Task input:
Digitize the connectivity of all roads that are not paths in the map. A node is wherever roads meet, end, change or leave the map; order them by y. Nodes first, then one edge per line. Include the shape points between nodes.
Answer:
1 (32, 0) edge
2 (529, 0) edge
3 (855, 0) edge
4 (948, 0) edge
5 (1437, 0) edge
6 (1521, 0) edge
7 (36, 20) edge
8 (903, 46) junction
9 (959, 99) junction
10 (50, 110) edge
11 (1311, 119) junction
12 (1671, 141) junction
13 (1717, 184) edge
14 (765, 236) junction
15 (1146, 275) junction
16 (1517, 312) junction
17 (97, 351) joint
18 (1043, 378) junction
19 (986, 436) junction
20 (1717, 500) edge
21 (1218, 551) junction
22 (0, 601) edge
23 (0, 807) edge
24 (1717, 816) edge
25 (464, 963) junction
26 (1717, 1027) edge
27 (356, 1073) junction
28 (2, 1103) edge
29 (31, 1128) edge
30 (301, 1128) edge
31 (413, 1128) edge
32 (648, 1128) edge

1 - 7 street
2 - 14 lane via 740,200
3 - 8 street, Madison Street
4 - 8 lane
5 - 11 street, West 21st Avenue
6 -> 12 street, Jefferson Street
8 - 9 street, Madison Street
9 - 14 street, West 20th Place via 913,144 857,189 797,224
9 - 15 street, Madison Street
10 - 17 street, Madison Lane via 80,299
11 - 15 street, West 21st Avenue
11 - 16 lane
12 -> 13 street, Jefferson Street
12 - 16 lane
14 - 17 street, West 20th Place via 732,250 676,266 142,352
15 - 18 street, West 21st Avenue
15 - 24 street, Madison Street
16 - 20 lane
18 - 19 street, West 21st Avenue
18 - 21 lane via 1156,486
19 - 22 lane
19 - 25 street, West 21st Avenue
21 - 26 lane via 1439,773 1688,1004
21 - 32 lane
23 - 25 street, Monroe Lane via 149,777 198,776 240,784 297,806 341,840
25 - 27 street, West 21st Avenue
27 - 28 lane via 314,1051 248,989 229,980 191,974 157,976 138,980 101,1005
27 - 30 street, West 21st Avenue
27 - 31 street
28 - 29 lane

Work required:
Go through the data above and find the lines with the word "West". Copy each of those lines.

Written solution:
5 - 11 street, West 21st Avenue
9 - 14 street, West 20th Place via 913,144 857,189 797,224
11 - 15 street, West 21st Avenue
14 - 17 street, West 20th Place via 732,250 676,266 142,352
15 - 18 street, West 21st Avenue
18 - 19 street, West 21st Avenue
19 - 25 street, West 21st Avenue
25 - 27 street, West 21st Avenue
27 - 30 street, West 21st Avenue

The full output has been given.